Lock it down, people.


Patrick Howell O'Neill


Posted on Apr 4, 2014   Updated on May 31, 2021, 12:52 pm CDT

Real online anonymity is at a premium these days. Now more than ever, journalists, activists, privacy-savvy citizens, and tech-friendly criminals want strong tools to stand up to eavesdroppers—whether they’re police, spies, hackers, or corporate trackers—who aim to learn and record our every digital move.

One of the most important anonymity tools that exists today is TAILS: The Amnesic Incognito Live System, the leading anonymous operating system for computers (and, soon, smart phones).

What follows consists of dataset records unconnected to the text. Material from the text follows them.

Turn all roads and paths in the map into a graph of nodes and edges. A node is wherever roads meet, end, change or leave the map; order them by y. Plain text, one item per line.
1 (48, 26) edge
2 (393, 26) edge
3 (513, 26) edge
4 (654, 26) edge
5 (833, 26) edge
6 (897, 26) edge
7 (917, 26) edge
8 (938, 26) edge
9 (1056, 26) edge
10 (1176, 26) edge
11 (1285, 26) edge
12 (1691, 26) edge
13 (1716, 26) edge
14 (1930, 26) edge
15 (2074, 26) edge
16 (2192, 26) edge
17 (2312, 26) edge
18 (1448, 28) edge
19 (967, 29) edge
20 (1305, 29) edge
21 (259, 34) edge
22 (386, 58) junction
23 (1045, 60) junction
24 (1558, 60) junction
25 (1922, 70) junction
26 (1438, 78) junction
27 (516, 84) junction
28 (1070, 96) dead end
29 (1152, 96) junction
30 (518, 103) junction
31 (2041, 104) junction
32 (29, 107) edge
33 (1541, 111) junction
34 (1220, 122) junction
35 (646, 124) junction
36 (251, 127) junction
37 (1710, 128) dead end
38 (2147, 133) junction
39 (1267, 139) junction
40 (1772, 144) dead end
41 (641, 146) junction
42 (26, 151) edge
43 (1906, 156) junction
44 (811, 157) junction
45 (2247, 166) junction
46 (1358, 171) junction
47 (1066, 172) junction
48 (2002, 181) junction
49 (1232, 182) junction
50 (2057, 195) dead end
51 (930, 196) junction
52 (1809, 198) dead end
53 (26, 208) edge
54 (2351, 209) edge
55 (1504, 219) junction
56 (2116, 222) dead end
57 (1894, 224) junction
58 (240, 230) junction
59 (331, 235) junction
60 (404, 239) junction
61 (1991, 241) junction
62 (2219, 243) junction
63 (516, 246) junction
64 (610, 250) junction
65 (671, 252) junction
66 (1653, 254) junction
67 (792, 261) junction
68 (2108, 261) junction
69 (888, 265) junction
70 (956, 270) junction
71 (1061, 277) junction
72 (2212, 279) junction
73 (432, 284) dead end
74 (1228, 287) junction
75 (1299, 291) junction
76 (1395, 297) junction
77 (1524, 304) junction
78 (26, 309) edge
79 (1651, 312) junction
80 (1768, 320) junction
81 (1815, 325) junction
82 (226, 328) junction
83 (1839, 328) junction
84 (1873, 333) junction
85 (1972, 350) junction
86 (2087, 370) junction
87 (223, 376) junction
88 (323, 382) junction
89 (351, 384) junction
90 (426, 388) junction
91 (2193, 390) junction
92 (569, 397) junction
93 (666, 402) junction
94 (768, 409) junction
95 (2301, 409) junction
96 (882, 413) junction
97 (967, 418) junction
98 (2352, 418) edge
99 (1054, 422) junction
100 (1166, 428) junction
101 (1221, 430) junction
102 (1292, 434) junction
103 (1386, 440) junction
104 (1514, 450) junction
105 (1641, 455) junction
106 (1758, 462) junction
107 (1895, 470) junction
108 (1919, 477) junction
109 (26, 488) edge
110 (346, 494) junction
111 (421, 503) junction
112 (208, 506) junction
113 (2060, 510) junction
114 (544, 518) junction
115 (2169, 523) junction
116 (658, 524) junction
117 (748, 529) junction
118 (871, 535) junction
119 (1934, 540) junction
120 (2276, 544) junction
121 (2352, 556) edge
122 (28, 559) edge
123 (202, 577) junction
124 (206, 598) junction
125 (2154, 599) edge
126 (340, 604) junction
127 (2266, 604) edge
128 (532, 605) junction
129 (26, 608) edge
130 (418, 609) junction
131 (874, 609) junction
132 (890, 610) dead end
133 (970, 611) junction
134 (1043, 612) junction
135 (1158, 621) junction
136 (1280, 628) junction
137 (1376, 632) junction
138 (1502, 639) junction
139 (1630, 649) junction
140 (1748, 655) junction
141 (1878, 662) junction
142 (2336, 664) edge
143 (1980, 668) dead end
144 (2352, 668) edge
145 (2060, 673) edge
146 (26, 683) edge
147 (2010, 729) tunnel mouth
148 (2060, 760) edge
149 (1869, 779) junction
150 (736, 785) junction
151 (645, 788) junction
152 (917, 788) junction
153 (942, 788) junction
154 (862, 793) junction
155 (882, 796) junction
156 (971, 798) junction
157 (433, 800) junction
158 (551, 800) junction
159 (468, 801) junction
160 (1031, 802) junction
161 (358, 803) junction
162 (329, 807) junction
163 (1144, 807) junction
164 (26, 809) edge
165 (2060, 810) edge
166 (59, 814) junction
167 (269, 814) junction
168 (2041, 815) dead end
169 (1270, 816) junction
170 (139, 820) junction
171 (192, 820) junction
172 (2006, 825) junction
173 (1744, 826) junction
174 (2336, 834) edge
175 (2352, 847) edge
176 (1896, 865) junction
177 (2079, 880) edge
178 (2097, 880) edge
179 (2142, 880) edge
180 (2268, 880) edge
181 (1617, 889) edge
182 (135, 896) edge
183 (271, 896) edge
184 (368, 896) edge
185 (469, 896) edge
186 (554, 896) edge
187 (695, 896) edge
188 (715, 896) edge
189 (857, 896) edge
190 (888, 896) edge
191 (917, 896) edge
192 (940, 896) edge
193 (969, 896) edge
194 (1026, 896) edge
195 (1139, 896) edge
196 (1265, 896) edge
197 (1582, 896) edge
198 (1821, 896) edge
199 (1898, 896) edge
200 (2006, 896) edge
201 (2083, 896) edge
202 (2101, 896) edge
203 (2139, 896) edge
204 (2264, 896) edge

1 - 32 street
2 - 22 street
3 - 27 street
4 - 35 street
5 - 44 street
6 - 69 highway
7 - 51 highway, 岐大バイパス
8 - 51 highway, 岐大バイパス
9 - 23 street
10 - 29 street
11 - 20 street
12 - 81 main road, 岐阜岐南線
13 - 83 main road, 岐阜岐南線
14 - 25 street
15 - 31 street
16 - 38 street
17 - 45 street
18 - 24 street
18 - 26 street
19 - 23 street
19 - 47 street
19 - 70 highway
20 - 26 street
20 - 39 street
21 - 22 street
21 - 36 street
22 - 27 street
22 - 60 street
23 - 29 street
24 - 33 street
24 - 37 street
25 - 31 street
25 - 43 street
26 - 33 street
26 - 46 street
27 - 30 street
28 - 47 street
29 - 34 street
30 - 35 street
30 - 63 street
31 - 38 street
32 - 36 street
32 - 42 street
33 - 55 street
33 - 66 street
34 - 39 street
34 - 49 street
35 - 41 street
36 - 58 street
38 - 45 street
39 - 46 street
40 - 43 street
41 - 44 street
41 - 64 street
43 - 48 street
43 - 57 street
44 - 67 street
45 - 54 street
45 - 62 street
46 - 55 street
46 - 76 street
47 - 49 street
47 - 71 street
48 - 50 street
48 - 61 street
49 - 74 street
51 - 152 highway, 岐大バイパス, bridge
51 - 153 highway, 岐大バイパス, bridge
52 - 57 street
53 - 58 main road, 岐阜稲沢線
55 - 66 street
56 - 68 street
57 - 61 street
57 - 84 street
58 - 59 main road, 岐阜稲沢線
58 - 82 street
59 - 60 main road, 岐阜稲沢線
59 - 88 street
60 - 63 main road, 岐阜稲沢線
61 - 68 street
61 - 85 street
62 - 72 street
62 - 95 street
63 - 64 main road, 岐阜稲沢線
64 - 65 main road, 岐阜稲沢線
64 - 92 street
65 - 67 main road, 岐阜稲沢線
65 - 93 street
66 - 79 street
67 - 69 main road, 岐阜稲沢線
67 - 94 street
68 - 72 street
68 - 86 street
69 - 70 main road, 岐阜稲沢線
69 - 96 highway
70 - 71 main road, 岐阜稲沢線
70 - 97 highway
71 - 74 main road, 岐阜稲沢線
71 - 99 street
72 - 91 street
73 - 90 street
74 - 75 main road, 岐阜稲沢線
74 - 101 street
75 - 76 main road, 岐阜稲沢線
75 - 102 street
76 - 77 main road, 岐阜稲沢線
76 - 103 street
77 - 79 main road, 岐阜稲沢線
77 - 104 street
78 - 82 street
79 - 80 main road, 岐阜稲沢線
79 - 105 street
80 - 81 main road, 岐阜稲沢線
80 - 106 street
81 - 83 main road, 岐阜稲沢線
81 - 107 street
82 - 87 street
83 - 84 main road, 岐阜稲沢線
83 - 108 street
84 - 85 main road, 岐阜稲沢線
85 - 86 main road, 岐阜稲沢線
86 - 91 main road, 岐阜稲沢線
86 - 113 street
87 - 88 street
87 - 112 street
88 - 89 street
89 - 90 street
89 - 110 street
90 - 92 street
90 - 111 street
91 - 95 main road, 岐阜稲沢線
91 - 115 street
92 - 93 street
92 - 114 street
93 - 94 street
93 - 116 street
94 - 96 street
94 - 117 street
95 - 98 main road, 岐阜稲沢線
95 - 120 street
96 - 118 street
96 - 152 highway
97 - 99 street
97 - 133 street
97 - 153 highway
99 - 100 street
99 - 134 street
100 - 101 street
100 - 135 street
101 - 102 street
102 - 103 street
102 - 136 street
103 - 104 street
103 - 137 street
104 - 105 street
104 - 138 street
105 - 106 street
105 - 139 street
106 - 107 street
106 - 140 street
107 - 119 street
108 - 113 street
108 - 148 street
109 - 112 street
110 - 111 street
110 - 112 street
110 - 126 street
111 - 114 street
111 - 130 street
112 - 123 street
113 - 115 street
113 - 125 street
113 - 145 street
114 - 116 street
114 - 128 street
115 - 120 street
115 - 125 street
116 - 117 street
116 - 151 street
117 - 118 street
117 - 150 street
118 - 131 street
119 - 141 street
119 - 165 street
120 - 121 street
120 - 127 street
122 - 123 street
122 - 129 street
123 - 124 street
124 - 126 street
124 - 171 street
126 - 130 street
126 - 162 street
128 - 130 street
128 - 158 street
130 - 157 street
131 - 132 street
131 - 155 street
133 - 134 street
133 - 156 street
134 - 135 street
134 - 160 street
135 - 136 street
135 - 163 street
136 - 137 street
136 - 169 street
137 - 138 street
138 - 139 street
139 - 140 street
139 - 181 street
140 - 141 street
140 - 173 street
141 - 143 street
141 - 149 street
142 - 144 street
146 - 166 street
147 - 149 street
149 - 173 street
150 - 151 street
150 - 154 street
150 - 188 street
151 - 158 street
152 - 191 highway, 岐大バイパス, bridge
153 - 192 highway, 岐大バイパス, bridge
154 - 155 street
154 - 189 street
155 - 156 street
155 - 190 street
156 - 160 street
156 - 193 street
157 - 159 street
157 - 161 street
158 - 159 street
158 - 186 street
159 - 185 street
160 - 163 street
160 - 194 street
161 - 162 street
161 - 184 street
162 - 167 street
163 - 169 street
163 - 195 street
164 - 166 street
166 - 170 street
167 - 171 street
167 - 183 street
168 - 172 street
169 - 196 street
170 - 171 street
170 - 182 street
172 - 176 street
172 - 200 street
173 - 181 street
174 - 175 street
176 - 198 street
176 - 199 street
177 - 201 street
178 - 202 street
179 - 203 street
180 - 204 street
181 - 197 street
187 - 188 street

“TAILS have been vital to my ability to work securely on the NSA story,” Glenn Greenwald recently told the Press Freedom Foundation. “The more I’ve come to learn about communications security, the more central TAILS has become to my approach.”

At the most fundamental level, TAILS works by forcing all outgoing connections through the encrypted Tor network and then blocking all non-anonymous connections.

Many people who want online anonymity use Tor on Windows or Mac because it’s the quickest solution. TAILS, which is tiny and relatively easy to set up, ups your privacy protection by providing a highly capable suite of anonymity tools in an all-in-one package, which includes encrypted browsing, communication, storage, off-the-record chat, and more.

While many Tor users end up making mistakes that expose them to potential surveillance, TAILS covers as many bases as possible with strong security. Nothing is 100 percent secure, but TAILS is an extremely powerful, simple weapon in the fight for privacy that helps guarantee your online activities won’t come back to haunt you.

“Privacy and encryption work, but it’s too easy to make a mistake that exposes you,” journalist Barton Gellman said. “TAILS puts the essential tools in one place, with a design that makes it hard to screw them up. I could not have talked to Edward Snowden without this kind of protection. I wish I’d had it years ago.”

Here are three easy steps to get you started with TAILS:

1) Download and verify

You can download the newest version of the operating system from the TAILS website in the form of an ISO image file. TAILS, like virtually anything online, can be attacked and impersonated, so you can verify the program’s authenticity here.

2) Install (but not where you think)

Installing TAILS is as simple as placing the ISO image you just downloaded onto a USB stick, SD card, or DVD. This has several upsides: TAILS is small, portable, and leaves no trace on your (presumably unencrypted) hard drive.

3) Boot up

You can start TAILS by plugging in the device to a PC, then restarting the computer. You should be greeted by TAILS as your computer wakes up. Some computers require users to press F1, F2, DEL, ESC, or F10 on startup in order boot from the correct device. (You can find more detailed instructions here and here.) And when you’re done, simply shut down the machine and remove the TAILS storage device. It will be as if you were never there.

TAILS, which is releasing version 1.0 later this month, is accepting donations here.